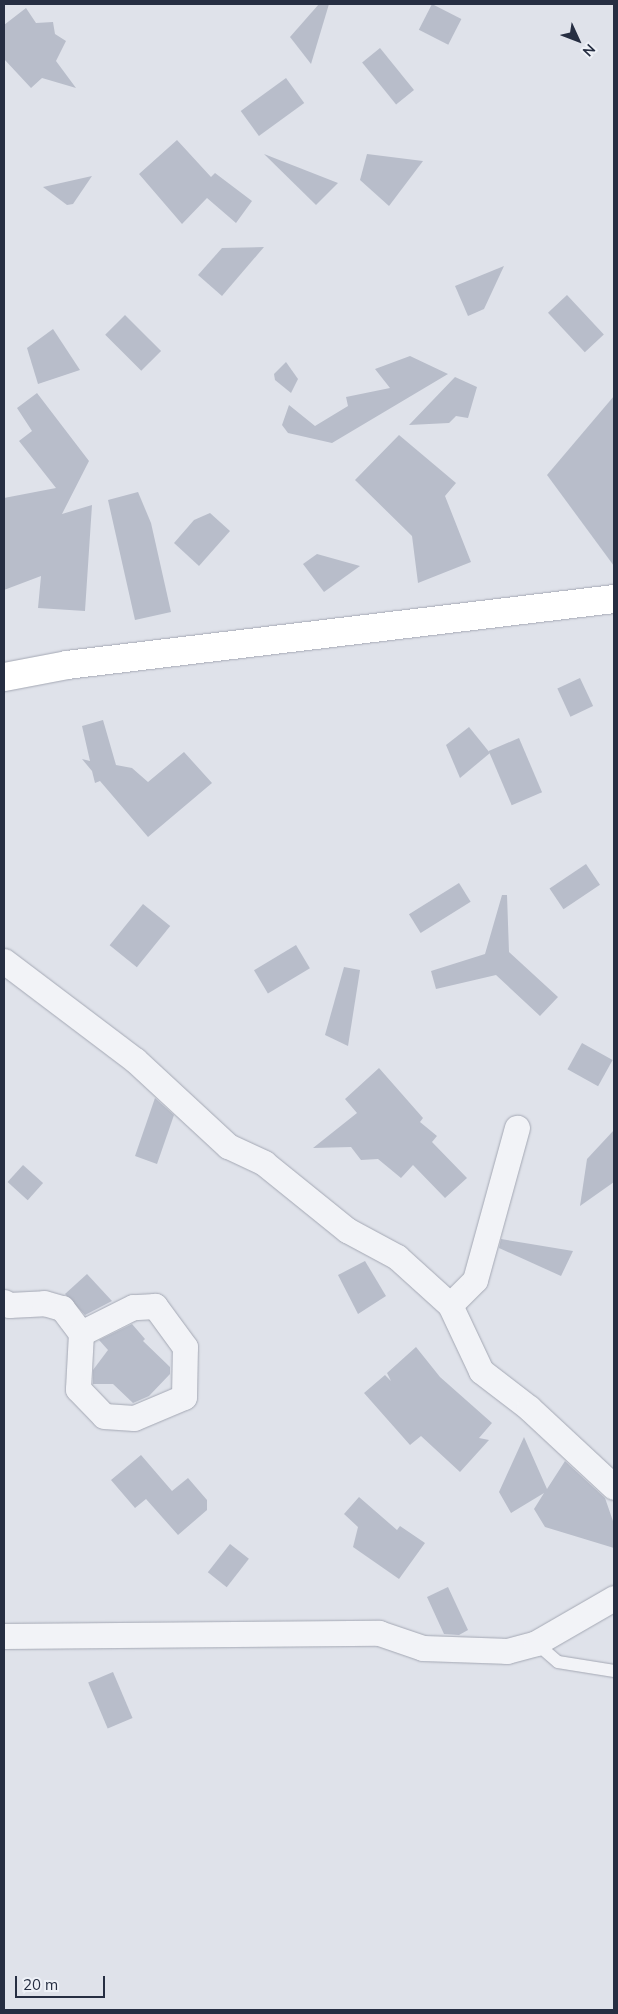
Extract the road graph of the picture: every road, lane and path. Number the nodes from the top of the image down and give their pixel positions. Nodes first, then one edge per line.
1 (614, 599) edge
2 (4, 677) edge
3 (4, 961) edge
4 (517, 1128) dead end
5 (4, 1302) edge
6 (450, 1305) junction
7 (81, 1332) junction
8 (614, 1487) edge
9 (614, 1598) edge
10 (4, 1636) edge
11 (536, 1643) junction
12 (614, 1672) edge

1 - 2 main road
3 - 6 street
4 - 6 street
5 - 7 street
6 - 8 street
7 - 7 street
9 - 11 street
10 - 11 street
11 - 12 lane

★ ★ ★ ★

**Your instructions:**
All of the data gets printed again exactly; the pictures do not.

**Answer to this task:**
Extract the road graph of the picture: every road, lane and path. Number the nodes from the top of the image down and give their pixel positions. Nodes first, then one edge per line.
1 (614, 599) edge
2 (4, 677) edge
3 (4, 961) edge
4 (517, 1128) dead end
5 (4, 1302) edge
6 (450, 1305) junction
7 (81, 1332) junction
8 (614, 1487) edge
9 (614, 1598) edge
10 (4, 1636) edge
11 (536, 1643) junction
12 (614, 1672) edge

1 - 2 main road
3 - 6 street
4 - 6 street
5 - 7 street
6 - 8 street
7 - 7 street
9 - 11 street
10 - 11 street
11 - 12 lane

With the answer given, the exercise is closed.